William F. Dean went on to serve as one of the true heroes during the early disasters of the Korean War. He led his troops bravely in the face of overwhelming odds He again led by example.  After surrounded and overwhelmed by superior Korean forces and ‘there was no more generaling to do.’ Dean led a small tank hunter unit and destroying three enemy T-34 tanks.

Once captured by the North Koreans, he survived three years of captivity and resisted numerous attempts to force him into false confessions and propaganda statements.  As the highest ranking U.S. prisoner of the war, he was subjected to long and brutal interrogations. On one occasion, one of his North Korean interrogators threatened to cut his tongue out. Dean replied that would have been fine, since then he would have been unable make propaganda broadcasts supporting the enemy

On  January 9, 1951, while still listed as missing in action, Dean was awarded the Medal of Honor by President Truman for his gallantry in action at Taejon Korea.  After the war, upon learning that he had been awarded the Medal of Honor, Dean stated that “I’m no hero. Anybody dumb enough to get captured doesn’t deserve to be a hero.”


Source: MG William F. Dean, General Dean’s Story; Clay Blair, The Forgotten War: America in Korea,General James Muir 44th Infantry


General James Muir, 1st Commanding Officer of the 44th from 1941- 1944

Letter to the 44th from William F. Dean, Major General, U.S. Army, Commanding  May 9, 1945


"Now that the close of the European phase of the greatest war of all times finds you as conquerors in these mountains in the heart of Europe is ample proof of your abilities as fighting men.  It is appropriate, as we pause in the square of this Tyrolean town, briefly to review your accomplishments which have brought you here.

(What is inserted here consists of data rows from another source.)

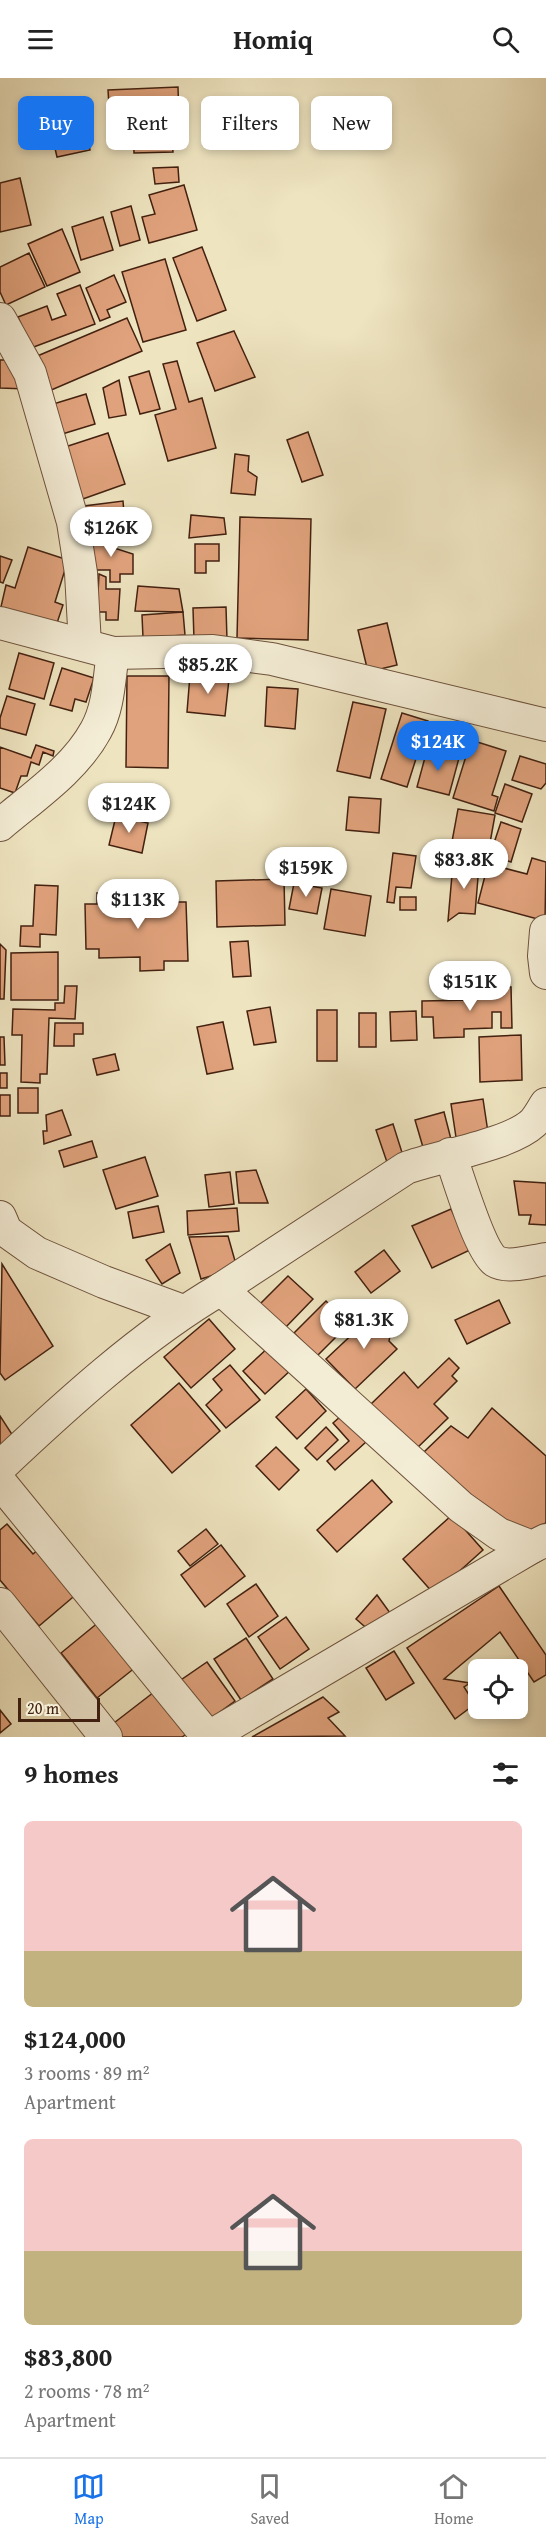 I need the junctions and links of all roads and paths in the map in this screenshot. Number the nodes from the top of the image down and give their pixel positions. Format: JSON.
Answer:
{"nodes":[{"id":1,"x":0,"y":319,"type":"edge"},
{"id":2,"x":0,"y":623,"type":"edge"},
{"id":3,"x":99,"y":649,"type":"junction"},
{"id":4,"x":546,"y":725,"type":"edge"},
{"id":5,"x":0,"y":825,"type":"edge"},
{"id":6,"x":546,"y":931,"type":"edge"},
{"id":7,"x":546,"y":973,"type":"edge"},
{"id":8,"x":546,"y":1104,"type":"edge"},
{"id":9,"x":450,"y":1154,"type":"junction"},
{"id":10,"x":0,"y":1217,"type":"edge"},
{"id":11,"x":546,"y":1259,"type":"edge"},
{"id":12,"x":221,"y":1289,"type":"junction"},
{"id":13,"x":183,"y":1311,"type":"junction"},
{"id":14,"x":0,"y":1467,"type":"edge"},
{"id":15,"x":0,"y":1482,"type":"edge"},
{"id":16,"x":539,"y":1543,"type":"edge"},
{"id":17,"x":0,"y":1604,"type":"edge"},
{"id":18,"x":106,"y":1737,"type":"edge"},
{"id":19,"x":208,"y":1737,"type":"edge"}],
"edges":[{"from":1,"to":3,"type":"street"},
{"from":2,"to":3,"type":"street"},
{"from":3,"to":4,"type":"street"},
{"from":3,"to":5,"type":"street"},
{"from":6,"to":7,"type":"street"},
{"from":8,"to":9,"type":"street"},
{"from":9,"to":11,"type":"street"},
{"from":9,"to":12,"type":"street"},
{"from":10,"to":13,"type":"street"},
{"from":12,"to":13,"type":"street"},
{"from":12,"to":16,"type":"street"},
{"from":13,"to":14,"type":"street"},
{"from":15,"to":19,"type":"street"},
{"from":16,"to":19,"type":"street"},
{"from":17,"to":18,"type":"street"}]}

On 15 September 1944, you landed at Cherbourg, France. On 24 October 1944, your division as a whole was committed east of Luneville, France, where you received your first baptism of fire. You jumped off on 13 November 1944, at Embermenil, France. You spearheaded the breath through of the XV Corps to the Rhine River, fighting in midwinter through the Vosges Mountains. A unit of your division comprised the first U.S. troops to reach the Rhine.

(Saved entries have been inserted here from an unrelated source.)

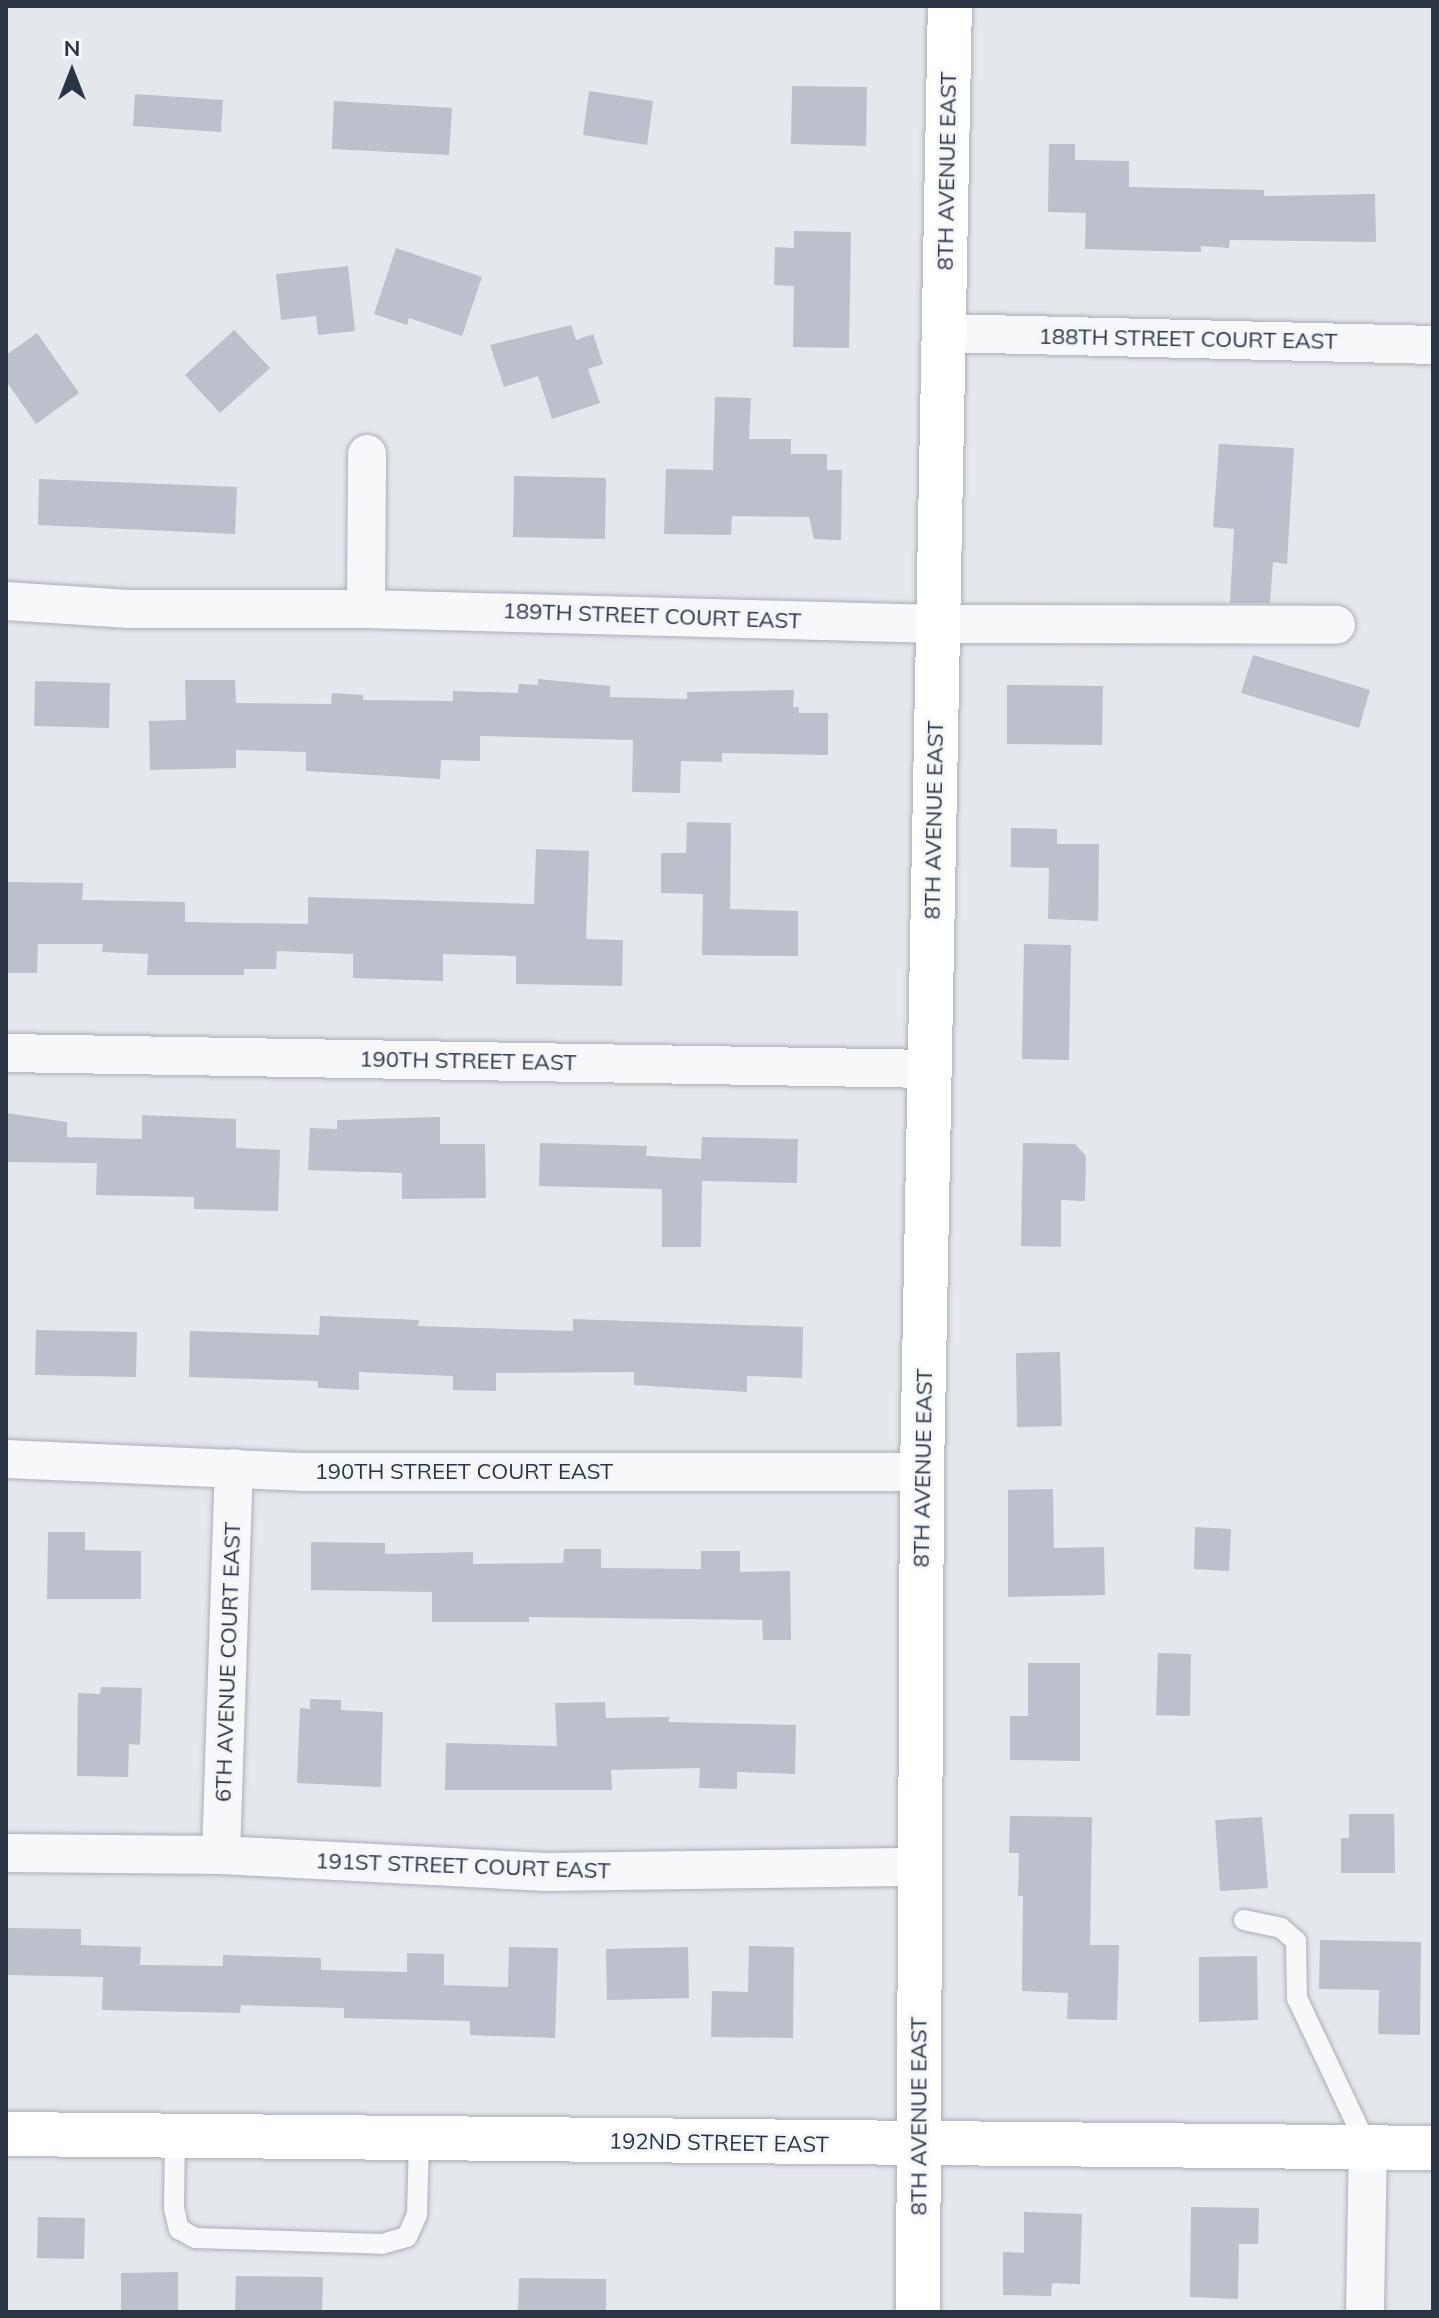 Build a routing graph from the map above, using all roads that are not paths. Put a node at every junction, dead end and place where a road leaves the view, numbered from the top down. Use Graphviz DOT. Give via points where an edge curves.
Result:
graph roads {
  1 [pos="950,6"];
  2 [pos="944,333"];
  3 [pos="1433,345"];
  4 [pos="367,454"];
  5 [pos="6,601"];
  6 [pos="366,609"];
  7 [pos="938,624"];
  8 [pos="1336,625"];
  9 [pos="6,1053"];
  10 [pos="930,1069"];
  11 [pos="6,1459"];
  12 [pos="234,1468"];
  13 [pos="922,1472"];
  14 [pos="6,1853"];
  15 [pos="221,1855"];
  16 [pos="920,1867"];
  17 [pos="1244,1920"];
  18 [pos="6,2134"];
  19 [pos="175,2136"];
  20 [pos="419,2140"];
  21 [pos="919,2146"];
  22 [pos="1368,2148"];
  23 [pos="1433,2148"];
  24 [pos="918,2312"];
  25 [pos="1365,2312"];
  1 -- 2 [label="street, 8TH AVENUE EAST"];
  2 -- 3 [label="street, 188TH STREET COURT EAST"];
  2 -- 7 [label="street, 8TH AVENUE EAST"];
  4 -- 6 [label="street"];
  5 -- 6 [label="street, 189TH STREET COURT EAST" via="129,609"];
  6 -- 7 [label="street, 189TH STREET COURT EAST"];
  7 -- 8 [label="street"];
  7 -- 10 [label="street, 8TH AVENUE EAST"];
  9 -- 10 [label="street, 190TH STREET EAST"];
  10 -- 13 [label="street, 8TH AVENUE EAST"];
  11 -- 12 [label="street, 190TH STREET COURT EAST"];
  12 -- 13 [label="street, 190TH STREET COURT EAST"];
  12 -- 15 [label="street, 6TH AVENUE COURT EAST"];
  13 -- 16 [label="street, 8TH AVENUE EAST"];
  14 -- 15 [label="street, 191ST STREET COURT EAST"];
  15 -- 16 [label="street, 191ST STREET COURT EAST" via="547,1872"];
  16 -- 21 [label="street, 8TH AVENUE EAST"];
  17 -- 22 [label="lane" via="1281,1928 1296,1941 1297,1998"];
  18 -- 19 [label="street, 192ND STREET EAST"];
  19 -- 20 [label="street, 192ND STREET EAST"];
  19 -- 20 [label="lane" via="174,2208 179,2229 195,2238 382,2244 407,2237 417,2215"];
  20 -- 21 [label="street, 192ND STREET EAST"];
  21 -- 22 [label="street, 192ND STREET EAST"];
  21 -- 24 [label="street, 8TH AVENUE EAST"];
  22 -- 23 [label="street, 192ND STREET EAST"];
  22 -- 25 [label="street"];
}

 Beginning the night of 23-24 November, 1944, you halted the savage attack of the crack 130th Panzer Lehr Div., which threatened the flank of the XVth Corps. Advancing steadily to the North, despite the enemy's obstinate resistance, you breached the Maginot Line and reduced the never-before-reduced fortress of Simserhof in the Ensemble de Bitche. Poised there on the threshold of Germany, you were called to relieve two divisions in the vicinity of Sarreguemines, that they might be employed into he counteroffensive in the Forest of Ardennes.

From 1-10 January 1945, you successfully held your sector against the all-out attack of 3 German divisions including the elite 17 SS Panzer Grenadier Div. Had that attack attained its objective, it would have cut off the U.S. Forces and those of our French allies in the Vosges and Hardt Mountains, and on the Plain of Alsace. This sector you continued to hold until 15 March 1945, when other divisions of XV Corps passed through you to the final assault upon Germany. You then passed in to a brief, well-earned rest in Seventh Army reserve, after 144 days of continuous commitment.

On 27 March 1945, you crossed the Rhine River and, after two days fighting, on the 29 March 1945, captured the important city of Mannheim, and opened the way for the subsequent of Heidelberg.

In the sweep of the U.S. Armies through the forests and mountains of Germany you drove fast and hard, giving the enemy never an opportunity to recover his balance. Reaching the Danube River with the 10th Armored Division, you captured the ancient city of Ulm on 25 April 1945. Driving on, up and across highlands of Bavaria, destroying the enemy before you, you swept into the Alps of Austrian Tyrol.

In your 203 days of combat, you have captured alone more than 44,000 prisoners of war, roughly equal to a force three times the size of your division. How many additional enemies you have destroyed, you will never know. Victory in Europe finds you here, among the mountains. The was is not yet won, nor is the peace. You now stand poised in the mountains, victorious soldiers, awaiting the next call of duty to your country.

Soldiers of the 44th Inf. Div., I congratulate you."